+++ Task data +++
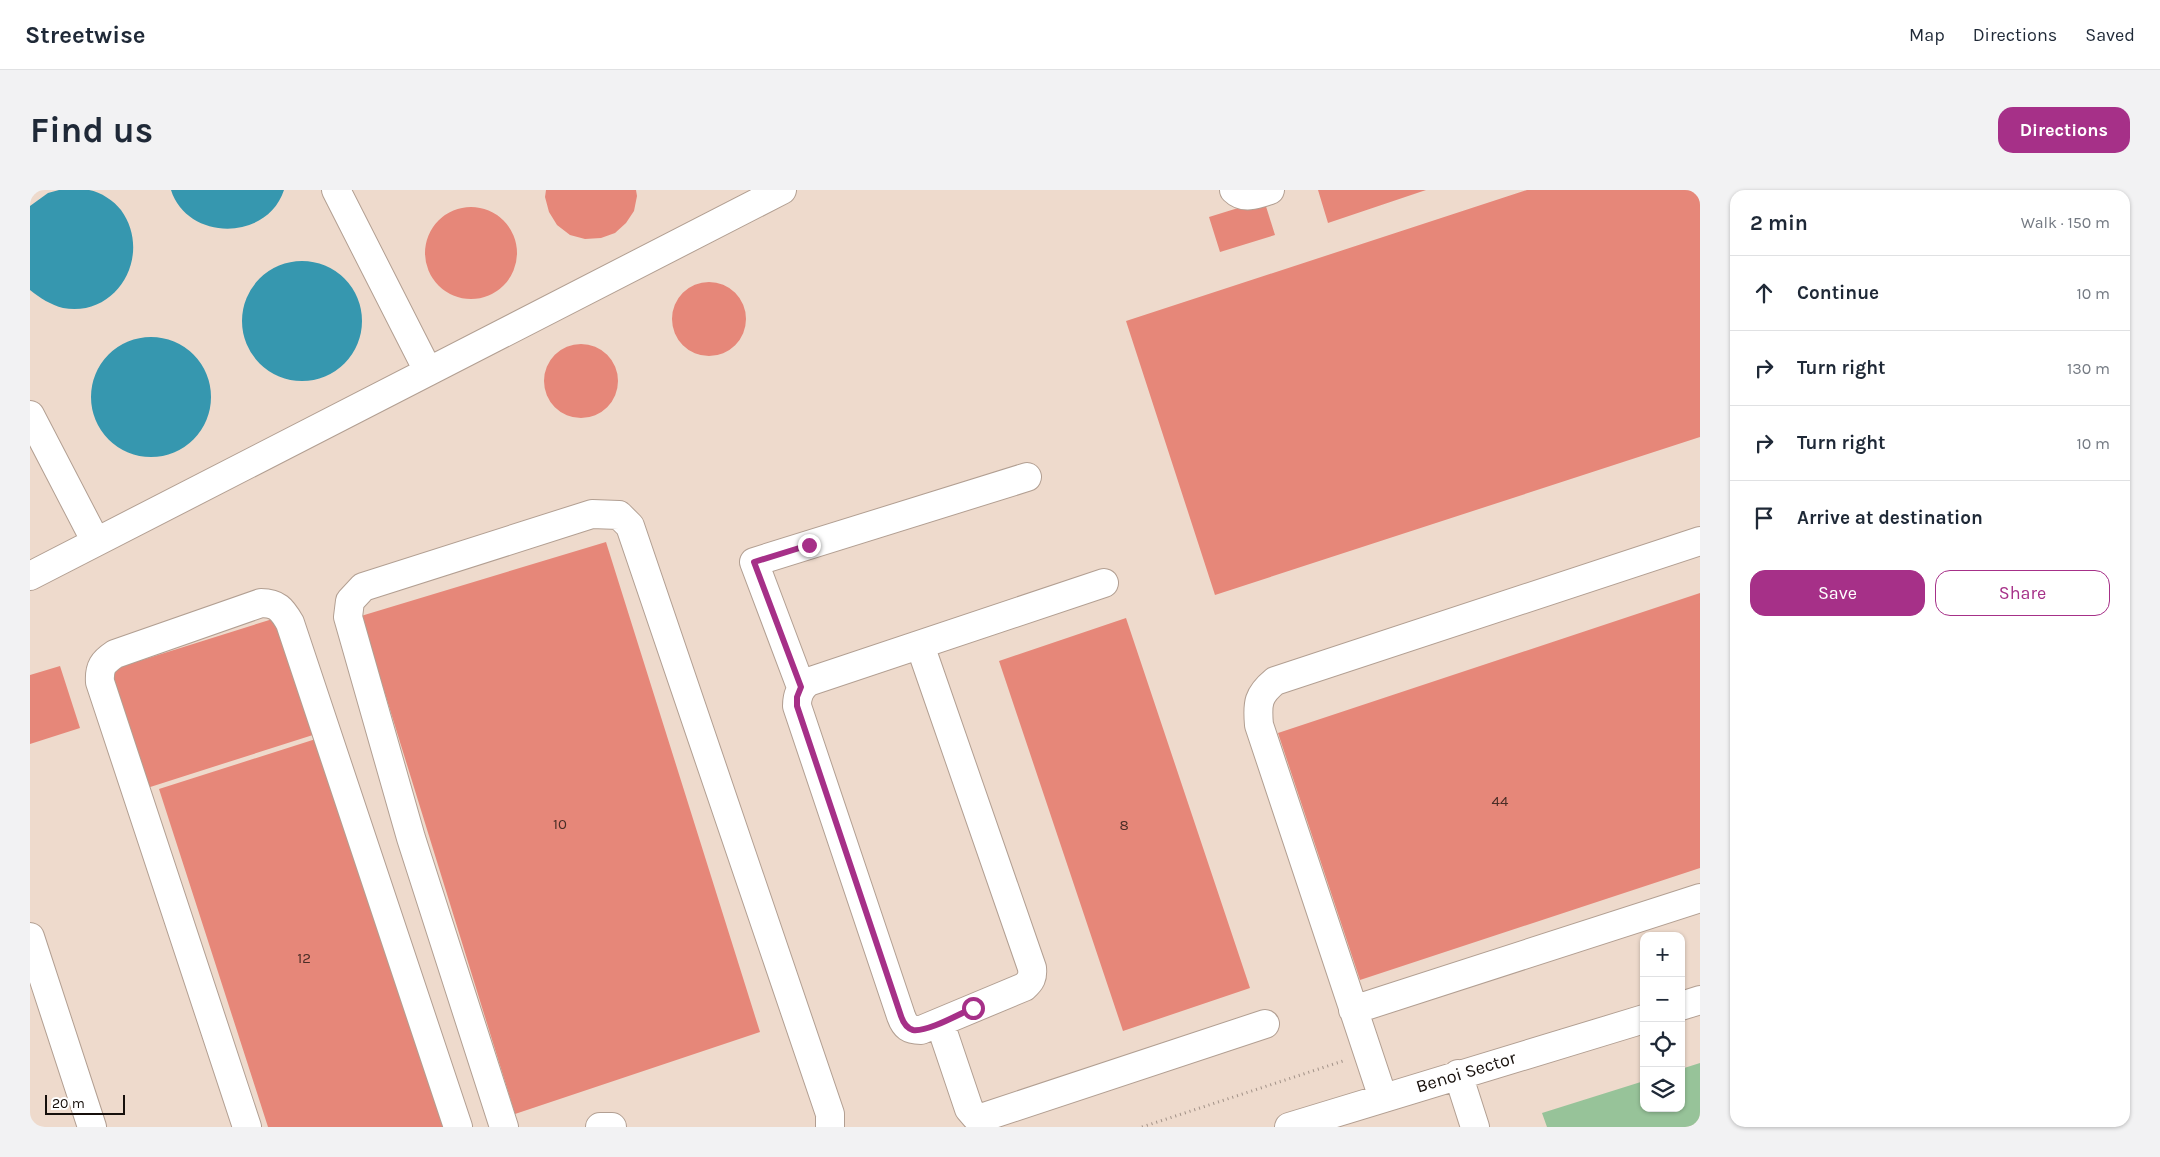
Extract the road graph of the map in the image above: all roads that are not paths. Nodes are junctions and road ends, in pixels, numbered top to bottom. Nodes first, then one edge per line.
1 (336, 190) edge
2 (782, 190) edge
3 (1234, 190) edge
4 (1270, 190) edge
5 (428, 372) junction
6 (30, 415) edge
7 (1028, 477) dead end
8 (1700, 541) edge
9 (96, 542) junction
10 (30, 576) edge
11 (1104, 582) dead end
12 (920, 644) junction
13 (801, 687) junction
14 (1700, 898) edge
15 (30, 937) edge
16 (1700, 1000) edge
17 (1685, 1005) edge
18 (1354, 1010) junction
19 (1640, 1020) edge
20 (940, 1023) junction
21 (1265, 1024) dead end
22 (1458, 1074) junction
23 (1383, 1098) junction
24 (1019, 1117) edge
25 (92, 1127) edge
26 (247, 1127) edge
27 (458, 1127) edge
28 (504, 1127) edge
29 (600, 1127) edge
30 (612, 1127) edge
31 (830, 1127) edge
32 (1289, 1127) edge
33 (1475, 1127) edge

1 - 5 street
2 - 5 street
3 - 4 street
5 - 9 street
6 - 9 street
7 - 13 street
8 - 18 street
9 - 10 street
11 - 12 street
12 - 13 street
12 - 20 street
13 - 20 street
14 - 18 street
15 - 25 street
16 - 17 street
18 - 23 street
19 - 22 street, Benoi Sector
20 - 24 street
21 - 24 street
22 - 23 street, Benoi Sector
22 - 33 street
23 - 32 street, Benoi Sector
26 - 27 street
28 - 31 street
29 - 30 street

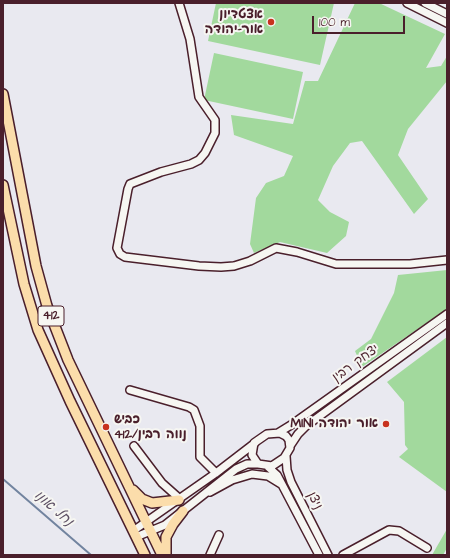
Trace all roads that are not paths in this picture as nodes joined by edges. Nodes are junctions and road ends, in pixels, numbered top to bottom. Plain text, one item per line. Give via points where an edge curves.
1 (179, 3) edge
2 (407, 3) edge
3 (425, 3) edge
4 (447, 14) edge
5 (447, 23) edge
6 (3, 94) edge
7 (3, 185) edge
8 (447, 260) edge
9 (447, 314) edge
10 (447, 323) edge
11 (130, 390) dead end
12 (278, 433) junction
13 (255, 442) junction
14 (134, 446) dead end
15 (290, 446) junction
16 (286, 456) junction
17 (258, 464) junction
18 (267, 466) junction
19 (216, 473) junction
20 (127, 485) junction
21 (283, 486) junction
22 (179, 499) junction
23 (195, 500) junction
24 (183, 511) junction
25 (146, 522) junction
26 (151, 532) junction
27 (134, 534) junction
28 (219, 535) dead end
29 (427, 548) dead end
30 (144, 555) edge
31 (162, 555) edge
32 (166, 555) edge
33 (210, 555) edge
34 (319, 555) edge
35 (328, 555) edge
36 (344, 555) edge

1 - 8 street via 190,39 199,97 215,120 215,133 199,160 130,184 117,248 120,254 125,257 220,267 250,261 276,248 336,264 410,264
2 - 5 street
3 - 4 street
6 - 20 main road, 412 via 36,266 45,300 68,360
7 - 27 main road, 412 via 24,284 38,330
9 - 12 street, יצחק רבין
10 - 15 street, יצחק רבין via 306,426
11 - 19 street via 194,410 200,426 200,457
12 - 13 street via 267,434
12 - 15 street via 286,436
13 - 17 street via 252,446 252,455
13 - 19 street
14 - 22 street via 162,483
15 - 16 street
16 - 18 street via 277,464
16 - 35 street, ניצן via 291,482
17 - 18 street
17 - 23 street via 239,467
18 - 21 street, ניצן via 274,471
19 - 22 street
20 - 22 main road via 142,499 152,503
20 - 25 main road, 412
21 - 23 street via 268,476 247,475
21 - 34 street, ניצן
22 - 25 street
23 - 24 street
24 - 26 street
24 - 32 main road via 166,537
25 - 26 main road, 412
25 - 27 street
26 - 27 street
26 - 31 main road, 412
27 - 30 main road, 412
28 - 33 street
29 - 36 street via 399,531 388,530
+++
▶ **Exercise brief**
Please copy out each line of the material that holds the string "roads".

▶ **Solution for this problem**
Extract the road graph of the map in the image above: all roads that are not paths. Nodes are junctions and road ends, in pixels, numbered top to bottom. Nodes first, then one edge per line.
Trace all roads that are not paths in this picture as nodes joined by edges. Nodes are junctions and road ends, in pixels, numbered top to bottom. Plain text, one item per line. Give via points where an edge curves.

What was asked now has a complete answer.